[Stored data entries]
'''
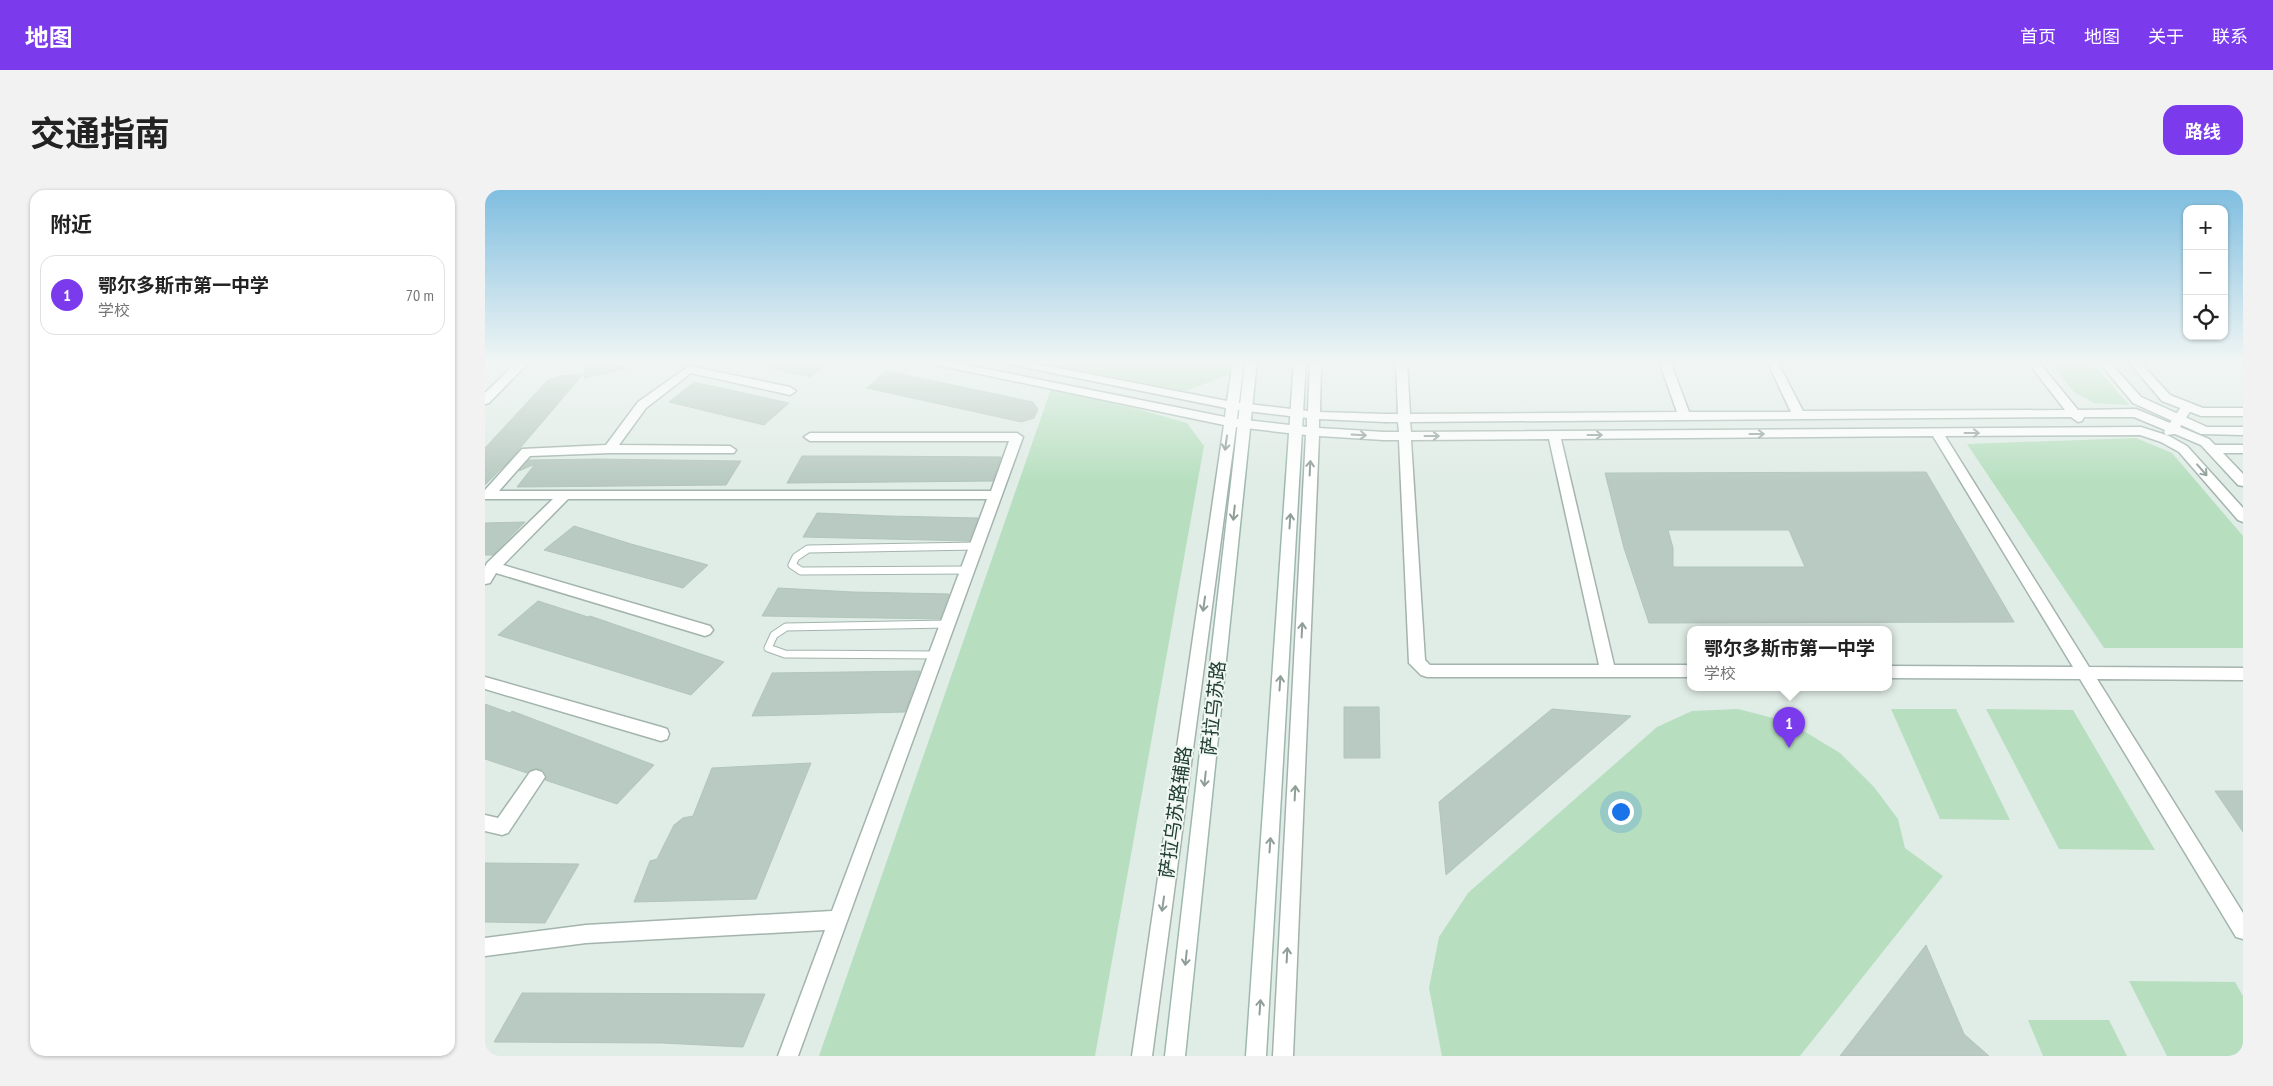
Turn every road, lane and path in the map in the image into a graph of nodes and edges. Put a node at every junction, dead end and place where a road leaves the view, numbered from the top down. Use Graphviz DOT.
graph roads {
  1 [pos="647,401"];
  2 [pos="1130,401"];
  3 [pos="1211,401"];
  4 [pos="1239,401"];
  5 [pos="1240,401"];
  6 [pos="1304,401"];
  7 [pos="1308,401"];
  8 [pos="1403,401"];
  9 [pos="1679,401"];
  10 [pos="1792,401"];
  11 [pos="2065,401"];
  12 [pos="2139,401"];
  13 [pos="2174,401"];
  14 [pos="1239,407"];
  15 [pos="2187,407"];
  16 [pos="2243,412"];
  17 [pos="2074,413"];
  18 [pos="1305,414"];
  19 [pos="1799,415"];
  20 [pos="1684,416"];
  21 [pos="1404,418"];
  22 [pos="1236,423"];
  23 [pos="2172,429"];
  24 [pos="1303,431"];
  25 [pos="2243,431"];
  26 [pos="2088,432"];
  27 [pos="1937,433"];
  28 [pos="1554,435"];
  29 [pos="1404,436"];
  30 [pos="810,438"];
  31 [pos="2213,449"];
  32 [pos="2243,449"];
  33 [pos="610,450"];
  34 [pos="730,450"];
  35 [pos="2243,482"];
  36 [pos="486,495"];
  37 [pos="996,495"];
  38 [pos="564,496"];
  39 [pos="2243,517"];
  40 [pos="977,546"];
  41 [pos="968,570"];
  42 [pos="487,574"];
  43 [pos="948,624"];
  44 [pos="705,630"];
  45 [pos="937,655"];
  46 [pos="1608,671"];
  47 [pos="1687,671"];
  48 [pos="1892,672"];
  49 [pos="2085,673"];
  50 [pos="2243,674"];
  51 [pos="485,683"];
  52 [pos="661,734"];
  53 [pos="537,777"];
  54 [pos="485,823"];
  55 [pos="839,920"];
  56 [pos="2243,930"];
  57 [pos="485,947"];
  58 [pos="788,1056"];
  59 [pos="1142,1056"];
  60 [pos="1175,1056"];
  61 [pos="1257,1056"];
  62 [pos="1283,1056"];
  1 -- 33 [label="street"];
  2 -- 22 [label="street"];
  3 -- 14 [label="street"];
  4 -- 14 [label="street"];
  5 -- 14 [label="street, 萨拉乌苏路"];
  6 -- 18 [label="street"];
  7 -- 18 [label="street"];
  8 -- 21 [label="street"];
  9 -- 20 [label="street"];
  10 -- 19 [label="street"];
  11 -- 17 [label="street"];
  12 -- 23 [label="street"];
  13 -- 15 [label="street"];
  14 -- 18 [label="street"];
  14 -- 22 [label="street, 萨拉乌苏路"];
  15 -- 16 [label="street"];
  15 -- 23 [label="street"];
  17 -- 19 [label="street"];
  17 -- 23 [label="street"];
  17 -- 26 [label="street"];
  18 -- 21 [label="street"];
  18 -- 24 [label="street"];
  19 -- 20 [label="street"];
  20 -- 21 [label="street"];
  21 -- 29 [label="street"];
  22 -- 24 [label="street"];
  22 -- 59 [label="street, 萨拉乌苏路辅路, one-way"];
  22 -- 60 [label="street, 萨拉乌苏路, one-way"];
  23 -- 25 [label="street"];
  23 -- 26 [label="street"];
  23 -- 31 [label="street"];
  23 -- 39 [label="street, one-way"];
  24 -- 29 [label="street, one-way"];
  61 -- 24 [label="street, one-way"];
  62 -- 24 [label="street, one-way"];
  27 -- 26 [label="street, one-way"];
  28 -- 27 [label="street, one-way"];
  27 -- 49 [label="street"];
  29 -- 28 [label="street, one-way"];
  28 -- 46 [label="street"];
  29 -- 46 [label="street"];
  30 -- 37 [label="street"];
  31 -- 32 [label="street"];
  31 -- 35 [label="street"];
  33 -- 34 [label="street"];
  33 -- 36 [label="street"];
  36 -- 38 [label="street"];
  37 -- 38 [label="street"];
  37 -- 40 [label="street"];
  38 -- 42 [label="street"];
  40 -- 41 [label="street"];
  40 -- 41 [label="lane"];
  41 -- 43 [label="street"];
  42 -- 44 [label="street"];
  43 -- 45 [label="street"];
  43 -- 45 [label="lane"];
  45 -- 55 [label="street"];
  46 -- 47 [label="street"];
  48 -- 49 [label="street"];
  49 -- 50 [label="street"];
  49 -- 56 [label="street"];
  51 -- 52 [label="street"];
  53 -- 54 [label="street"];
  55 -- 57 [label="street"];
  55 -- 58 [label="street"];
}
'''
'''
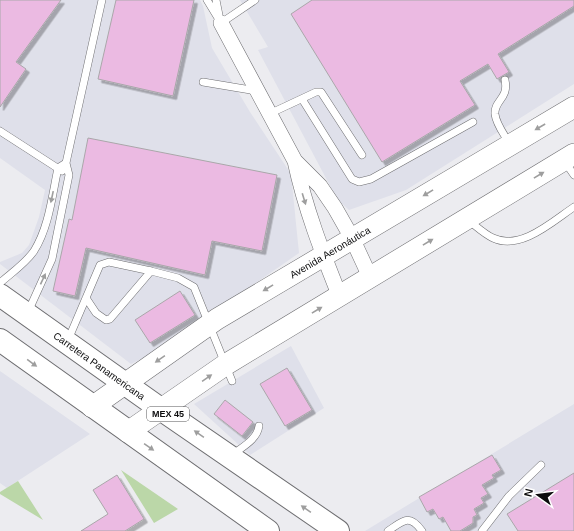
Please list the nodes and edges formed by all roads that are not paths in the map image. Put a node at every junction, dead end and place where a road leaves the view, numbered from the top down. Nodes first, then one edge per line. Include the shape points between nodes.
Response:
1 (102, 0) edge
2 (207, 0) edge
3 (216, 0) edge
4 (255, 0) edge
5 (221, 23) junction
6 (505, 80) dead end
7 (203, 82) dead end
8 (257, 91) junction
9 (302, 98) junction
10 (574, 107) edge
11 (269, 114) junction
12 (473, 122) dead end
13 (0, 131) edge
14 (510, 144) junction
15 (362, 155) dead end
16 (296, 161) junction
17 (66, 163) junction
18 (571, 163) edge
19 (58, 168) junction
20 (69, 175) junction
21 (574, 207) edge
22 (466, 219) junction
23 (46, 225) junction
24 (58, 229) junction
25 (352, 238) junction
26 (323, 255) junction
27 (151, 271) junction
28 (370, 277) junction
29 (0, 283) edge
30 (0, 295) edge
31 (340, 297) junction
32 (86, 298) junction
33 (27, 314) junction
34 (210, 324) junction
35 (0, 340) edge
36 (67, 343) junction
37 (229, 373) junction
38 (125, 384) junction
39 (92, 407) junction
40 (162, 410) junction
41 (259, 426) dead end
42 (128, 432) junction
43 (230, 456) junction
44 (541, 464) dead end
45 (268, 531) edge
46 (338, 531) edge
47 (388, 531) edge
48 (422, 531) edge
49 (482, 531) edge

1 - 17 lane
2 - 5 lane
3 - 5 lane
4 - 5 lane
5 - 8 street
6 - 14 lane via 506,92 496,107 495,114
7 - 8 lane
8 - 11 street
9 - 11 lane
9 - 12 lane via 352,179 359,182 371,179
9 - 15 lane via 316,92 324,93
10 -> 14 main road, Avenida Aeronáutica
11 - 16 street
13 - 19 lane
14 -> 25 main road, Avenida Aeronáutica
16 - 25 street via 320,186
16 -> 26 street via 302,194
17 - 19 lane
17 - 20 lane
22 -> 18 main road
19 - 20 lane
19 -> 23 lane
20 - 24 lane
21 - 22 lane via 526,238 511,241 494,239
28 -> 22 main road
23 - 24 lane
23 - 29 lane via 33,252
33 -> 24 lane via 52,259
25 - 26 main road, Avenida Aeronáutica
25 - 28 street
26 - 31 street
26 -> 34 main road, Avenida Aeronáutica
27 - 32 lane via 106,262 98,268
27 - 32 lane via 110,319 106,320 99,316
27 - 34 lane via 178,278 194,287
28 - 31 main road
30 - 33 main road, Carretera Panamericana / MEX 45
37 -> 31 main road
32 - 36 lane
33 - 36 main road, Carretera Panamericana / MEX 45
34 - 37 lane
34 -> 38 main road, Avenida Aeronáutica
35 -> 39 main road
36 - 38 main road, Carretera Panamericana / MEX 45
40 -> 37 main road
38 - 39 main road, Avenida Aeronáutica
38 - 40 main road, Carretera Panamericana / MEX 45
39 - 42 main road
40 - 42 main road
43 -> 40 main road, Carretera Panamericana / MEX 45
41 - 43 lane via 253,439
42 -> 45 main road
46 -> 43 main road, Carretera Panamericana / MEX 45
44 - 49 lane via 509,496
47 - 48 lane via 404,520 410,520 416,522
'''
Across the data, pull every line containing the string "Avenida".

10 -> 14 main road, Avenida Aeronáutica
14 -> 25 main road, Avenida Aeronáutica
25 - 26 main road, Avenida Aeronáutica
26 -> 34 main road, Avenida Aeronáutica
34 -> 38 main road, Avenida Aeronáutica
38 - 39 main road, Avenida Aeronáutica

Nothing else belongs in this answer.